Mecano ; Une Femme avec une femme (et en fait, non, c’est exactement le contraire)
J’avais écrit un super paragraphe expliquant que la violence du réel rendait impossible d’écrire avec acuité et détente. Il était vraiment fort en mauvaise foi, et ça aurait pu le rendre sympathique, pour peu qu’on accepte l’idée que, si Mme Boutin incarne la « bonne » foi, alors mieux vaut l’avoir mauvaise.
J’avais exprimé ce que beaucoup d’entre nous éprouvent sans doute, la frustration de voir une violence évidente ne recevoir aucune correction, l’envie jusque là réprimée de prendre des cours de tir, puisque les piscines vides ne sont pas dignes de confiance, et qu’on ne peut pas non plus faire reposer tous nos espoirs sur l’autel de Notre Dame.

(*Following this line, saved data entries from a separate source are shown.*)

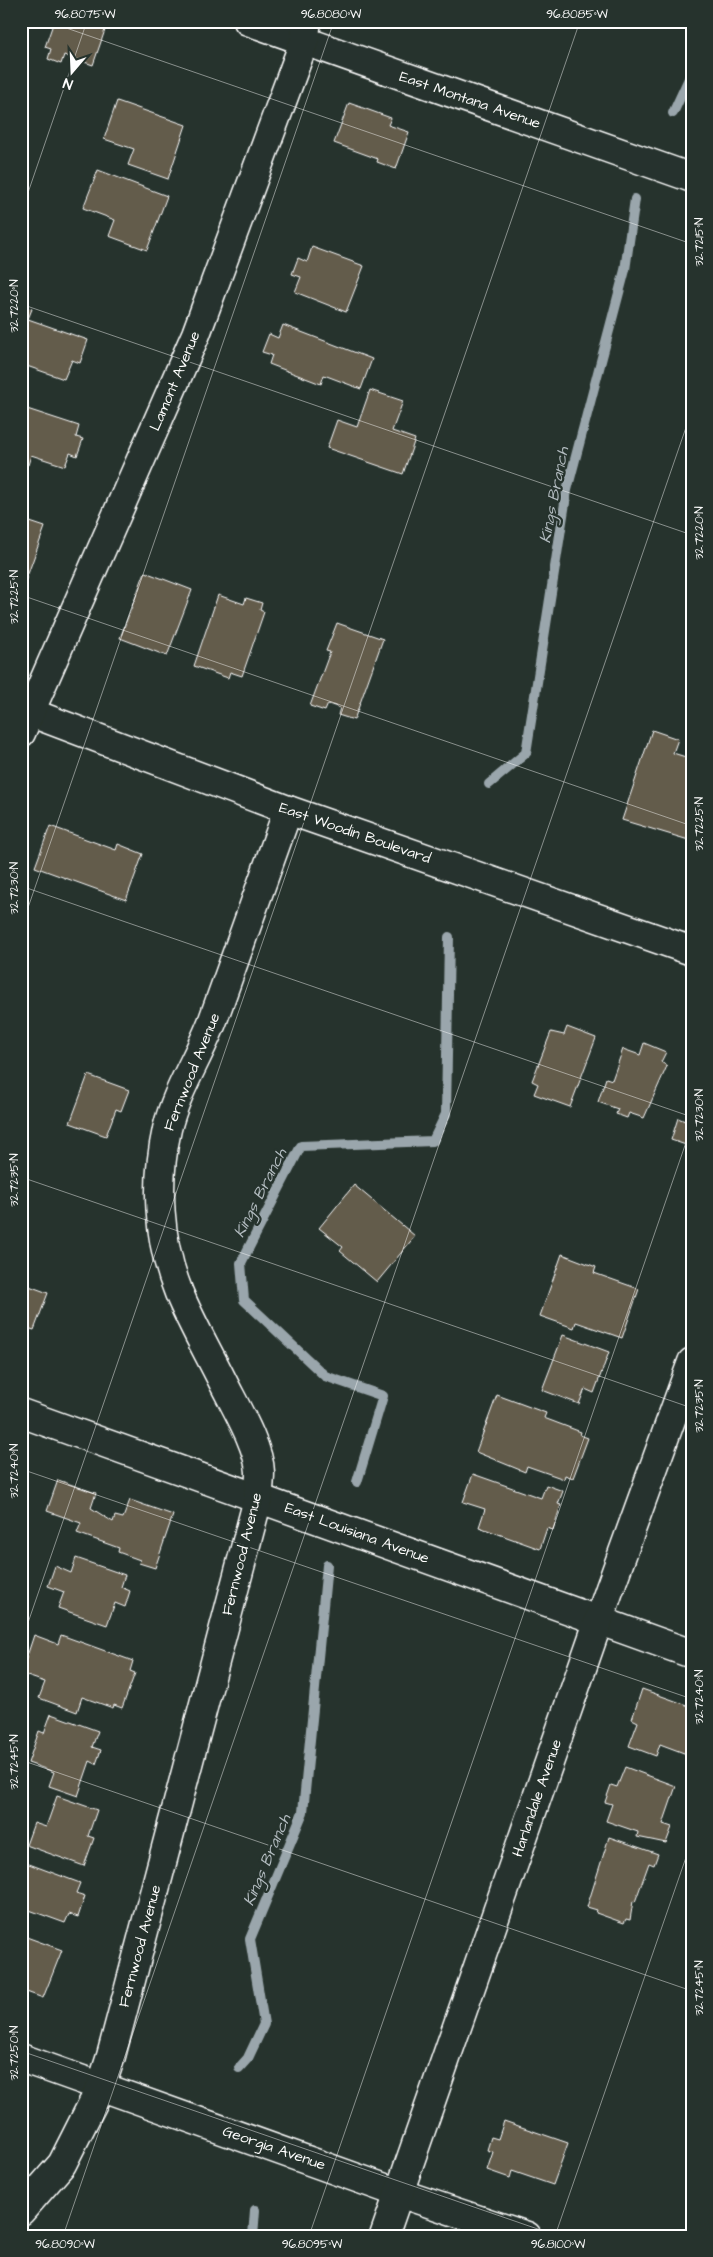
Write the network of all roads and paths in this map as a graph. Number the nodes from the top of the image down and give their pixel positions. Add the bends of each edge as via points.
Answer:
1 (248, 21) edge
2 (306, 31) edge
3 (692, 178) edge
4 (24, 718) edge
5 (288, 810) junction
6 (692, 951) edge
7 (692, 1362) edge
8 (21, 1413) edge
9 (258, 1499) junction
10 (598, 1621) junction
11 (692, 1654) edge
12 (21, 2058) edge
13 (101, 2087) junction
14 (400, 2193) junction
15 (21, 2210) edge
16 (384, 2236) edge
17 (527, 2236) edge

1 - 2 street, East Montana Avenue
2 - 3 street, East Montana Avenue
2 - 4 street, Lamont Avenue via 196,334
4 - 5 street, East Woodin Boulevard
5 - 6 street, East Woodin Boulevard
5 - 9 street, Fernwood Avenue via 203,1047 182,1087 168,1128 160,1174 161,1220 167,1254 179,1292 251,1440 260,1471
7 - 10 street, Harlandale Avenue
8 - 9 street, East Louisiana Avenue
9 - 10 street, East Louisiana Avenue
9 - 13 street, Fernwood Avenue
10 - 11 street, East Louisiana Avenue
10 - 14 street, Harlandale Avenue
12 - 13 street, Georgia Avenue
13 - 14 street, Georgia Avenue
13 - 15 street, Fernwood Avenue via 62,2164
14 - 16 street, Harlandale Avenue
14 - 17 street, Georgia Avenue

En fait, en mode Calimero (enfin, un Calimero qui se serait pris pendant des semaines un traitement médiatique ayant notablement dépassé les doses prescrites), nous trouvons que le monde est décidément trop injuste, et nous nous demandons pourquoi ils sont autant méchants.
« Parce que » n’étant pas une réponse recevable, j’ai cherché un peu plus loin. Et un peu plus loin, ça signifie souvent « hier » ou « avant hier ». Et j’ai en partie trouvé. Cette question du caractère insupportable de l’intégration mine de rien des homosexuels au tissu de la vie commune a déjà été abordé, en 1978 exactement, par Foucault en personne, dans un ouvrage sur lequel j’ai un peu de mal à mettre la main, intitulé Vingt ans et après, de Thierry Voeltzel.
N’en trouvant aucun exemplaire à un prix décent (et j’ai été à deux doigts de miser une somme indécente pour l’obtenir, avant que résonne en moi la voix de Monsieur Bforbank, qui tenait absolument à me rappeler que l’argent décide de tout, y compris des livres que je peux, ou pas, lire), j’ai eu la bonne surprise de constater que Didier Eribon, dans son important ouvrage Réflexion sur la question gay, en partageait précisément le passage qui m’intéresse ici.[Edit : finalement, le lendemain même, je tombe sur un exemplaire vendu d’occasion par son actuel propriétaire à un prix qui semble témoigner d’une totale méconnaissance du marché. L’exemplaire en question, avec sa préface de Mauriac et tout et tout, est en voie d’acheminement vers ma boîte aux lettres, j’en reparlerai certainement]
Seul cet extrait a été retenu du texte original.